EXTRACTED MATERIAL below:
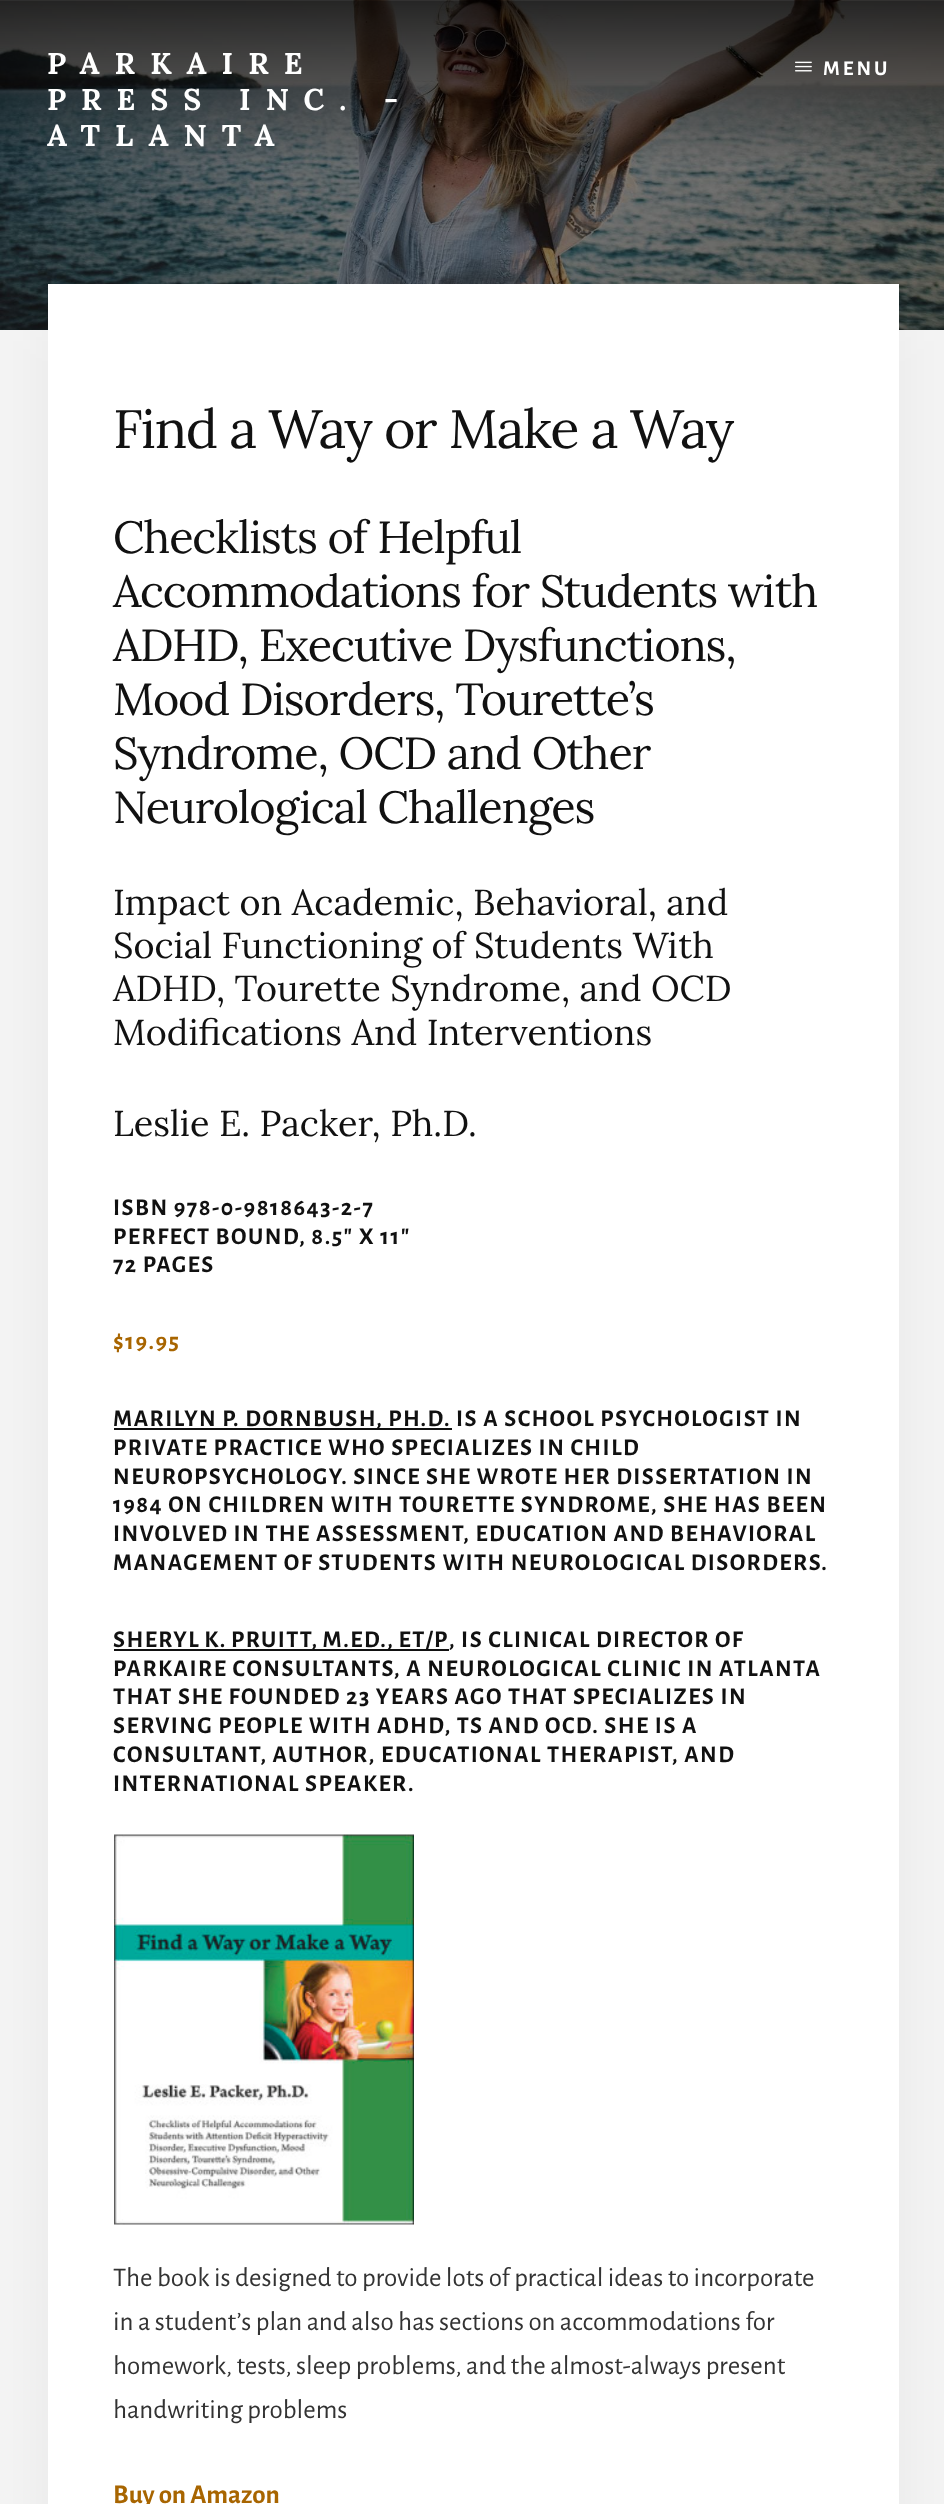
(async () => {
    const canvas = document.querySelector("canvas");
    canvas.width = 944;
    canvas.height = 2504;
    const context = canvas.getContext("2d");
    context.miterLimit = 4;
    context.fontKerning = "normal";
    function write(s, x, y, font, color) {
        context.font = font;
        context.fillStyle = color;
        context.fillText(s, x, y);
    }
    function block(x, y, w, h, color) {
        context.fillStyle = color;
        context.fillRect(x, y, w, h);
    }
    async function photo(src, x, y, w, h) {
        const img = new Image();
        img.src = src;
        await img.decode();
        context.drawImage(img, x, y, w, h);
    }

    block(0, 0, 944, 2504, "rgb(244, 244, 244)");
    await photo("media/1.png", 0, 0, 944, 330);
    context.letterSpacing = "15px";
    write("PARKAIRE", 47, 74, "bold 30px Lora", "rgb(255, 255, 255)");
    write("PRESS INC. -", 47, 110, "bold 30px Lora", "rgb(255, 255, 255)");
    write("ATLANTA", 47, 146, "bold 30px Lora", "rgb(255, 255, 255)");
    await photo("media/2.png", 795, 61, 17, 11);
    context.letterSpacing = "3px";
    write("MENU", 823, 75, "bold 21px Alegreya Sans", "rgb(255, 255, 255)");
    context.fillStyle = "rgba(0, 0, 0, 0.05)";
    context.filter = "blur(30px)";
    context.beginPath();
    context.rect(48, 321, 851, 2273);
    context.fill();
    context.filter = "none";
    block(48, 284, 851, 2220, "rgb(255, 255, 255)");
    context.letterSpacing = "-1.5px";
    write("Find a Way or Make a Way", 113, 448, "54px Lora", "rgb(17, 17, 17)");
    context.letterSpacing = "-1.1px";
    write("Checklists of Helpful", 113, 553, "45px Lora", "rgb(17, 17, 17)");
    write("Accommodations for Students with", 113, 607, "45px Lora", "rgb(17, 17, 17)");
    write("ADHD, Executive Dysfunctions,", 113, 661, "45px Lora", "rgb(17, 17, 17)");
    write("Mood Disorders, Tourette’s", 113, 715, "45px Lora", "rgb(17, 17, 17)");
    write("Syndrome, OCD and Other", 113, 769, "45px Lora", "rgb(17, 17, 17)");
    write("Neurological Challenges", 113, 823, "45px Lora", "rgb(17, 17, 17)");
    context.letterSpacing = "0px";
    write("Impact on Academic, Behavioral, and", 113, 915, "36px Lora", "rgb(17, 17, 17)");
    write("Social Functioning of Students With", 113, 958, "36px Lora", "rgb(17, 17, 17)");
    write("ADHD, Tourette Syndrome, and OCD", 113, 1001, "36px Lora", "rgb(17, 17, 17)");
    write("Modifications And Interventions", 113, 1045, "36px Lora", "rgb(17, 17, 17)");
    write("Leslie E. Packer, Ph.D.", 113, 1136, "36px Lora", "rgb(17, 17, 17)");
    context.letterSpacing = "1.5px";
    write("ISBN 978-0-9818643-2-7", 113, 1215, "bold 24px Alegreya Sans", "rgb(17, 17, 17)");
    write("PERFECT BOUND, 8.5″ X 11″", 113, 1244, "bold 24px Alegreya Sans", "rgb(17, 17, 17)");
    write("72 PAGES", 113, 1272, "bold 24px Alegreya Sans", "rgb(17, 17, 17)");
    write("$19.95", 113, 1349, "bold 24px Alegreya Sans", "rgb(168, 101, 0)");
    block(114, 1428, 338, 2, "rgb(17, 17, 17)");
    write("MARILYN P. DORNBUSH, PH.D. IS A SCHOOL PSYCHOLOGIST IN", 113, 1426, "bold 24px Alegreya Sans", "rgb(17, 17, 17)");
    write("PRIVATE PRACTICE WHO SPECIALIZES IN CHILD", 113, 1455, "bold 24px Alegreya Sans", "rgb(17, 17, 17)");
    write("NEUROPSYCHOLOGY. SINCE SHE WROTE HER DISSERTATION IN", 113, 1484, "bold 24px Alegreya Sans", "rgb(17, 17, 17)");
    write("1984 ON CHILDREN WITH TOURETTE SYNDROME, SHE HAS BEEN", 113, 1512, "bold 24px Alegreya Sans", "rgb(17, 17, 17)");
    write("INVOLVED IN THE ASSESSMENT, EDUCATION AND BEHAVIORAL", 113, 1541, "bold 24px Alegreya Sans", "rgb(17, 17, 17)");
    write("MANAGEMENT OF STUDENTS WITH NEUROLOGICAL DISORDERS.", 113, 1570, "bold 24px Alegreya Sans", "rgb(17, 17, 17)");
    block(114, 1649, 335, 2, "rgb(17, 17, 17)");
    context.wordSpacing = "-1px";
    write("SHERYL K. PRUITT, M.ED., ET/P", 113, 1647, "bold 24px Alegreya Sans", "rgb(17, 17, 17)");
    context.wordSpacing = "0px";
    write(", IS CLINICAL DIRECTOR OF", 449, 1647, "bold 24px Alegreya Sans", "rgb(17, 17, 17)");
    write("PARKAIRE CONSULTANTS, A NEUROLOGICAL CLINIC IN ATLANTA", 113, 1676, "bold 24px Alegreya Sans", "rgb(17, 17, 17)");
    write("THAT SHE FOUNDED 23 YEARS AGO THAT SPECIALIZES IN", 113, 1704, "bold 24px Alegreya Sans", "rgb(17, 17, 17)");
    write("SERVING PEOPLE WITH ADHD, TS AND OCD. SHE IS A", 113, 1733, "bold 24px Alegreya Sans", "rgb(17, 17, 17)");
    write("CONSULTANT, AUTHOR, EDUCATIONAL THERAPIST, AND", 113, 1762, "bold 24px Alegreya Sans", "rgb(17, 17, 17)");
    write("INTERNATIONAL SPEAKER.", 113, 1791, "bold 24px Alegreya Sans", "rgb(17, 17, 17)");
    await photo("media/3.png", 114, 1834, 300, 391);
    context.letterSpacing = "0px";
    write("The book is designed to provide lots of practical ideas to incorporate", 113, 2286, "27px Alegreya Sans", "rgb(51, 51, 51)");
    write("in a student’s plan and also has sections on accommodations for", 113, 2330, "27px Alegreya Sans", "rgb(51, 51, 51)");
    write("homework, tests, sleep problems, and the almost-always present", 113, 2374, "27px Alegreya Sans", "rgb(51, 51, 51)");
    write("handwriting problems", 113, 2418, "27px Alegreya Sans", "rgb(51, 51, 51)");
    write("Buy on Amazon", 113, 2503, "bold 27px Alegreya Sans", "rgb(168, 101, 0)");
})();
End of EXTRACTED MATERIAL.
Scan the records above for the string "ADHD", and copy every line where it turns up.

WRITTEN RESPONSE
    write("ADHD, Executive Dysfunctions,", 113, 661, "45px Lora", "rgb(17, 17, 17)");
    write("ADHD, Tourette Syndrome, and OCD", 113, 1001, "36px Lora", "rgb(17, 17, 17)");
    write("SERVING PEOPLE WITH ADHD, TS AND OCD. SHE IS A", 113, 1733, "bold 24px Alegreya Sans", "rgb(17, 17, 17)");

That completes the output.